Jo-1, Mi-2, and PL-7 markers are myositis-specific autoantibodies seen in dermatomyositis, whereas myositis-associated antibodies include Scl and Ro. Muscle biopsy is the gold standard for diagnosis of dermatomyositis.21

Dermatomyositis has 2 types. The absence of rash with histologic evidence of dermatomyositis is known as atypical dermatomyositis or dermatomyositis sine dermatitis as seen in our patient. Amyopathic dermatomyositis is defined in the presence of the classic dermatomyositis rash without muscle involvement.

The therapeutic approach for RCC with dermatomyositis is the surgical removal of RCC followed by standard treatment for the dermatomyositis.22 For patients who have contraindications to surgery, radiofrequency ablation or cryoablation has been recommended. However, treatment of a cardiac manifestation in dermatomyositis remains controversial, with the current suggested treatment including corticosteroids, immunotherapy, and heart transplantation.11 Although the role of corticosteroids in cardiac events secondary to dermatomyositis is still debatable, there has been evidence of partial improvement of heart failure after initiation of therapy.10 Our patient showed a dramatic improvement in her cardiac troponin I level after intravenous steroid and azathioprine administration and chemoembolization of her RCC.

CONCLUSION

Our case illustrates that paraneoplastic cardiac involvement in dermatomyositis can present with elevated cardiac troponin I. Clinicians usually think of acute coronary syndrome in the setting of abnormal cardiac enzymes, but this case highlights the importance of considering other conditions, especially for patients with malignancies. Cardio-oncology is an emerging field with some understanding of cancer-related cardiac involvement. The implication of cardiac troponin I in patients with cancer and dermatomyositis has not been studied, and its significance is not entirely understood.
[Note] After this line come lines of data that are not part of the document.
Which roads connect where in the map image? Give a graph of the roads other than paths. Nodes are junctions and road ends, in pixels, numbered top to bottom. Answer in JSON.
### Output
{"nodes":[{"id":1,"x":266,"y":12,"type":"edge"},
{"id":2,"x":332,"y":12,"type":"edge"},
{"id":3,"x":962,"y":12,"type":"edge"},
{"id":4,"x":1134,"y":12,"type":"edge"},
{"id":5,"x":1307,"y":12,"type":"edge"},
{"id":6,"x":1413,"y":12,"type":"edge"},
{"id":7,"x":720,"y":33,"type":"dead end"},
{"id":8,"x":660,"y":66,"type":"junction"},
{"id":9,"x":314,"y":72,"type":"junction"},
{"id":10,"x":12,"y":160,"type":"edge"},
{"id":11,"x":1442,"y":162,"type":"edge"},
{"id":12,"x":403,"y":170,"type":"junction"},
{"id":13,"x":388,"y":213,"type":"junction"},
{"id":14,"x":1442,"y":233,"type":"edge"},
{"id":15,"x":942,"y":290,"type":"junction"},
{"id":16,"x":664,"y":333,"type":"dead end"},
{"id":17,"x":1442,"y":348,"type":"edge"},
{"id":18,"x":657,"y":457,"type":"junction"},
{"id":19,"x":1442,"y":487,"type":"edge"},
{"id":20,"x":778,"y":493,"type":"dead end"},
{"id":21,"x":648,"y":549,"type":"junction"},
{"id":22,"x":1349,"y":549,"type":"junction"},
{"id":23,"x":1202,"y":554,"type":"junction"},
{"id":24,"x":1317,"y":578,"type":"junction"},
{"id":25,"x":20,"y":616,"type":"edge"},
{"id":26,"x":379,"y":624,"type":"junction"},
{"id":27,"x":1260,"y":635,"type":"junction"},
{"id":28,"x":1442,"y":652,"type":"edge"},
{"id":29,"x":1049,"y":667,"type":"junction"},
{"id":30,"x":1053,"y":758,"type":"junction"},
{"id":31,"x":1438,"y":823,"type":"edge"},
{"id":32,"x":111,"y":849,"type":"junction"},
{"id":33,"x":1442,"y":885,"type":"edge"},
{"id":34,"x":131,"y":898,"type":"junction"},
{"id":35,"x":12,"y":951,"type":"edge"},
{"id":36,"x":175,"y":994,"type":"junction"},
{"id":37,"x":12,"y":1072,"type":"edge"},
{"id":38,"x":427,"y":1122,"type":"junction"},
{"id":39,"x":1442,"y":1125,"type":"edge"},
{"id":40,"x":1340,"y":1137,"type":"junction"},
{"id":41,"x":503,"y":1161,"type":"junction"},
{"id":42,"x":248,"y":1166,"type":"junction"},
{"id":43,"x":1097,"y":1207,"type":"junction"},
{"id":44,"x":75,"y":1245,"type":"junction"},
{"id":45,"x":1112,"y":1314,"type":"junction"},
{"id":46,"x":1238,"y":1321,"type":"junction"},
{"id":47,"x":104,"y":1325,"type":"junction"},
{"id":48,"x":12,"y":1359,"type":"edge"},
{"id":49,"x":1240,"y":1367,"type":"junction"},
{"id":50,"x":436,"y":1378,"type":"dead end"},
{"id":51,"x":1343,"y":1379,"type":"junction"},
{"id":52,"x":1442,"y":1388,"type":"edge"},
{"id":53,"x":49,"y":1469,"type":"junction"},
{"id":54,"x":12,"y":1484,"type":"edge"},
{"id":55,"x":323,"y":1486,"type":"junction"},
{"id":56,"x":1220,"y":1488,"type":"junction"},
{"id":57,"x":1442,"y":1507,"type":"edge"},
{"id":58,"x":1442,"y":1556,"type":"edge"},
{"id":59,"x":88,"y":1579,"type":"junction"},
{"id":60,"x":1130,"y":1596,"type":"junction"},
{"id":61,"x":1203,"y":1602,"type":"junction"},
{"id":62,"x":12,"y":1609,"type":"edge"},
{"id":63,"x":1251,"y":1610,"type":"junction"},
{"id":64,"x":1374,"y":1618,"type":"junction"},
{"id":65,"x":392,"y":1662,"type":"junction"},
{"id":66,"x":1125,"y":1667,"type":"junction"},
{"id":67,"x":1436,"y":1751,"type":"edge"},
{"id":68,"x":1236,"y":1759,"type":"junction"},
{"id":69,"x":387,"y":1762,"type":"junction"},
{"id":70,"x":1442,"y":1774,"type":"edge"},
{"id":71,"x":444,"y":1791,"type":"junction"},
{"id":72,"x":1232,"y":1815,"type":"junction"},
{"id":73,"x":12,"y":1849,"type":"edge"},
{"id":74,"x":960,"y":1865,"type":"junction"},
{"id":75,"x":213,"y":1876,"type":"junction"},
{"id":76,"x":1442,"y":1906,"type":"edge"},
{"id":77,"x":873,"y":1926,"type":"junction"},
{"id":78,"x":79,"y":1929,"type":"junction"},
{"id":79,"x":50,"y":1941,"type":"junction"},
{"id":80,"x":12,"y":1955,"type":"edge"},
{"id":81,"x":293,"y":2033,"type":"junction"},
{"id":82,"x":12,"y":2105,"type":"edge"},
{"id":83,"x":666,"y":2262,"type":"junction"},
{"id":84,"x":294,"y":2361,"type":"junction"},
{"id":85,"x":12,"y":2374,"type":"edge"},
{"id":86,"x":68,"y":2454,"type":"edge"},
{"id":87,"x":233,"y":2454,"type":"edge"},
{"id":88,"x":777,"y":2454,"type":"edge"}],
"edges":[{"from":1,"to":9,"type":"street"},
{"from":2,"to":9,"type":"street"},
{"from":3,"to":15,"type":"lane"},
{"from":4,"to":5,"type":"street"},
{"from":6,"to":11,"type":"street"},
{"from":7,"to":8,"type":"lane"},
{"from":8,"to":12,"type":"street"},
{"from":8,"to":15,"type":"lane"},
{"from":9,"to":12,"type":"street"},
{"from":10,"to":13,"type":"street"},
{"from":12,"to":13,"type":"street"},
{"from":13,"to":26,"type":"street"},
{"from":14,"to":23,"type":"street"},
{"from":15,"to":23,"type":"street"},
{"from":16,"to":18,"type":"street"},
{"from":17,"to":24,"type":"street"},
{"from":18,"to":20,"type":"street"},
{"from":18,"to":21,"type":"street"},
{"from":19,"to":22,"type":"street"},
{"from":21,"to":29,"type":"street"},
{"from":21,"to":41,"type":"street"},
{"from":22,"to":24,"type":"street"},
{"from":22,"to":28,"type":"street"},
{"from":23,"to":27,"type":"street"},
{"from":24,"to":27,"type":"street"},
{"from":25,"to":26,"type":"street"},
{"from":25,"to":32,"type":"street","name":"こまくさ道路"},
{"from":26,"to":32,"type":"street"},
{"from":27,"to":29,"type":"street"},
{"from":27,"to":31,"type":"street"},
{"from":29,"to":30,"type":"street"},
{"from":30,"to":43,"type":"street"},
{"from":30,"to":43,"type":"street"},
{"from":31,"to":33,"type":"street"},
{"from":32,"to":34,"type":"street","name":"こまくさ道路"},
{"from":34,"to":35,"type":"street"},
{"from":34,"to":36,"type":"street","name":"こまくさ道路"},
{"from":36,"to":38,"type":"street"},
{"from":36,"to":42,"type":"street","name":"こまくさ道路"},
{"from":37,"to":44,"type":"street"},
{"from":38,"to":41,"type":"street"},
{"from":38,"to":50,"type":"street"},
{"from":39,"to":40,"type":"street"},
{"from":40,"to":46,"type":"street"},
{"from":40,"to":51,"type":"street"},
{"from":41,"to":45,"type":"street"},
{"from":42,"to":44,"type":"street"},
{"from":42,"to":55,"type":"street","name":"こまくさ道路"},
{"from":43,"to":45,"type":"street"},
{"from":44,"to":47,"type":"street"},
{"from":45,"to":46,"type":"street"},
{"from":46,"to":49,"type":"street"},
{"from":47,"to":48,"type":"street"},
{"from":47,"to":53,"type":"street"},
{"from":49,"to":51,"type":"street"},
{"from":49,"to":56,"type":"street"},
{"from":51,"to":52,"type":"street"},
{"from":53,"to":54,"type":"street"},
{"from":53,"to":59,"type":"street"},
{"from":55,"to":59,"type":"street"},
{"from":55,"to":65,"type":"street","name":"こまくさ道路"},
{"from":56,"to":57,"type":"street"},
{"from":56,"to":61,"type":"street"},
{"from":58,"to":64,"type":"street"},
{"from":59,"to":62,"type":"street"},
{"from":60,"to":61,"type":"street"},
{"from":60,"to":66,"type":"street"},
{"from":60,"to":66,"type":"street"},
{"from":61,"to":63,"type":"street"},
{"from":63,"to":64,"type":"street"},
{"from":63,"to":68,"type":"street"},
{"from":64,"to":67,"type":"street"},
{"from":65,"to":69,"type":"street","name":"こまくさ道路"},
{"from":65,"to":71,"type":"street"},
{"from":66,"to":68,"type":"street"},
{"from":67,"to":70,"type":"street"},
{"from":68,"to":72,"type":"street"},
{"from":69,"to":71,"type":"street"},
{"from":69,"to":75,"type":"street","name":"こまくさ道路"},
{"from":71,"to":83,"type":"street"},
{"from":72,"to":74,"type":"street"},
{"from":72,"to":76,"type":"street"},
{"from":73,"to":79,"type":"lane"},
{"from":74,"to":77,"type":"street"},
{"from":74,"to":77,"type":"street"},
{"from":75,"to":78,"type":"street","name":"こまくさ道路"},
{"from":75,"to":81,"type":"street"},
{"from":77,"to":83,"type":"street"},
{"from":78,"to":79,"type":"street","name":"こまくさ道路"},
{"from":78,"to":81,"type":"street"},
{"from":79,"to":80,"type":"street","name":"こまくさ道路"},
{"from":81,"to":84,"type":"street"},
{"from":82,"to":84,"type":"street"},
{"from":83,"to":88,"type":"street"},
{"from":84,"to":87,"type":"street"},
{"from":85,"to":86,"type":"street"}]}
Further research in these focused areas is needed to shed light on the importance of elevated cardiac troponin I in malignancy and paraneoplastic cardiac involvement.

ACKNOWLEDGMENTS

The authors have no financial or proprietary interest in the subject matter of this article.

This article meets the Accreditation Council for Graduate Medical Education and the American Board of Medical Specialties Maintenance of Certification competencies for Patient Care and Medical Knowledge.